Freud stopped behind his servant. His face was red; his mouth had spread itself over his face.

‘I see I shall have to show you who is master again, Bucket. Get me the whip!’

Unhesitatingly, Bucket walked slack-kneed over to a wall cupboard. Opening it, he felt in the back and produced a long Afrikaner ox-whip that Freud had bought on a world tour several years ago. He handed it to his master.

Freud seized it and immediately lashed out with it, catching the roman around his legs so that he staggered. Gratified, Freud said, ‘How was that, eh?’

‘Thank you, sir.’

‘I’ll give you “Thank you.” Bend over my desk!’

As the roman leaned forward across the review list, Freud lay to, planting the leather thong with a resonant precision across Bucket’s back at regular fifteen second intervals.

‘Ah, you must feel that, whatever you pretend. Tell me you feel it!’

‘I feel it, sir.’

‘Yes, well, you needn’t think you’re going to get a homing device and be allowed to go home. … You’re not human. Why should you enjoy the privileges of humanity?’
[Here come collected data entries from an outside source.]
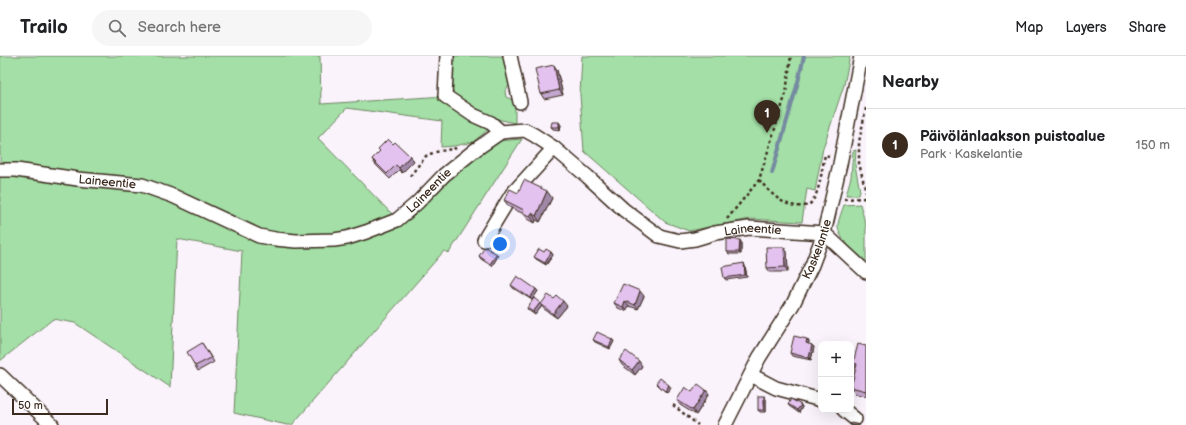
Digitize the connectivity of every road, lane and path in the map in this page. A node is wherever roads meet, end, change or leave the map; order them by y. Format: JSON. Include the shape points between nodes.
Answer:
{"nodes":[{"id":1,"x":447,"y":56,"type":"edge"},
{"id":2,"x":510,"y":56,"type":"edge"},
{"id":3,"x":790,"y":56,"type":"edge"},
{"id":4,"x":861,"y":56,"type":"edge"},
{"id":5,"x":520,"y":102,"type":"dead end"},
{"id":6,"x":866,"y":108,"type":"edge"},
{"id":7,"x":501,"y":132,"type":"junction"},
{"id":8,"x":554,"y":148,"type":"junction"},
{"id":9,"x":475,"y":150,"type":"junction"},
{"id":10,"x":831,"y":156,"type":"dead end"},
{"id":11,"x":0,"y":170,"type":"edge"},
{"id":12,"x":410,"y":176,"type":"dead end"},
{"id":13,"x":759,"y":180,"type":"junction"},
{"id":14,"x":866,"y":192,"type":"edge"},
{"id":15,"x":866,"y":198,"type":"edge"},
{"id":16,"x":847,"y":200,"type":"dead end"},
{"id":17,"x":715,"y":233,"type":"junction"},
{"id":18,"x":824,"y":233,"type":"junction"},
{"id":19,"x":484,"y":240,"type":"dead end"},
{"id":20,"x":866,"y":272,"type":"edge"},
{"id":21,"x":0,"y":375,"type":"edge"},
{"id":22,"x":751,"y":375,"type":"junction"},
{"id":23,"x":818,"y":399,"type":"edge"},
{"id":24,"x":673,"y":405,"type":"dead end"},
{"id":25,"x":848,"y":413,"type":"edge"},
{"id":26,"x":855,"y":419,"type":"dead end"},
{"id":27,"x":52,"y":425,"type":"edge"},
{"id":28,"x":698,"y":425,"type":"edge"},
{"id":29,"x":725,"y":425,"type":"edge"}],
"edges":[{"from":1,"to":7,"type":"street","via":[[446,96],[473,116],[491,122]]},
{"from":2,"to":5,"type":"street"},
{"from":3,"to":13,"type":"path","via":[[786,93]]},
{"from":4,"to":18,"type":"street","name":"Kaskelantie"},
{"from":6,"to":14,"type":"path","via":[[859,142],[859,163]]},
{"from":7,"to":8,"type":"street","name":"Laineentie","via":[[525,130]]},
{"from":7,"to":9,"type":"street","name":"Laineentie"},
{"from":8,"to":17,"type":"street","name":"Laineentie","via":[[624,210],[659,236],[680,241]]},
{"from":8,"to":19,"type":"street","via":[[512,194]]},
{"from":9,"to":11,"type":"street","name":"Laineentie","via":[[444,175],[397,220],[366,232],[334,240],[296,241],[259,236],[173,196],[142,185]]},
{"from":9,"to":12,"type":"path","via":[[466,146],[435,152],[426,156]]},
{"from":10,"to":13,"type":"path","via":[[825,155],[816,194],[806,206],[786,204]]},
{"from":13,"to":17,"type":"path"},
{"from":15,"to":16,"type":"path"},
{"from":17,"to":18,"type":"street","name":"Laineentie","via":[[749,228]]},
{"from":18,"to":20,"type":"street"},
{"from":18,"to":22,"type":"street","name":"Kaskelantie","via":[[812,265],[792,304]]},
{"from":21,"to":27,"type":"street"},
{"from":22,"to":23,"type":"street","via":[[776,388]]},
{"from":22,"to":29,"type":"street","name":"Kaskelantie"},
{"from":24,"to":28,"type":"path"},
{"from":25,"to":26,"type":"street"}]}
He emphasised his remarks with the whip. Each blow knocked the roman two centimetres along the desk, a movement Bucket always punctiliously corrected. Breathing heavily, Freud said, ‘Cry out in pain, blast you. I know it hurts!’

Punctiliously, Bucket began to imitate a cry of pain, making it coincide with the blows.

‘My God, it’s hot in here,’ said Freud, laying to.

‘Oh dear, it’s hot in here,’ said Birdlip, laying two plates of snacks on his desk. ‘Hippo, go and see what’s the matter with the air-conditioning. … I’m sorry, Mr Gavotte; you were saying …?’

And he looked politely and not without fascination at the little man opposite him. Gavotte, even when sitting nursing a gin corallina, was never still. From buttock to buttock he shifted his weight, or he smoothed back a coif of hair, or brushed real and imaginary dandruff from his shoulders, or adjusted his tie. With a ball-point, with a vernier, and once with a comb, he tapped little tunes on his teeth. This he managed to do even while talking volubly.

It was a performance in notable contrast to the immobility of the new assistant roman that had accompanied him and now stood beside him awaiting orders.

‘Eh, I was saying, Mr Birdlip, how fashionable the homing device has become, very fashionable. I mean, if you’re not contemporary you’re nothing. Firms all over the world are using them – and no doubt the fashion will soon spread to the system, although as you know on the planets there are far more robots than romen – simply because, I think, men are becoming tired of seeing their menials about all day, as you might say.’

‘Exactly how I feel, Mr Gavotte; I have grown tired of seeing my – yes, yes, quite.’ Realising that he was repeating himself, Birdlip closed that sentence down and opened up another. ‘One thing you have not explained. Just where do the romen go when they go home?’

‘Oh ha ha, Mr Birdlip, ha ha, bless you, you don’t have to worry about that, ha ha,’ chuckled Gavotte, performing a quick obligato on his eyeteeth. ‘With this little portable device with which we supply you, which you can carry around or leave anywhere according to whim, you just have to press the button and a circuit is activated in your roman that impels him to return at once to work immediately by the quickest route.’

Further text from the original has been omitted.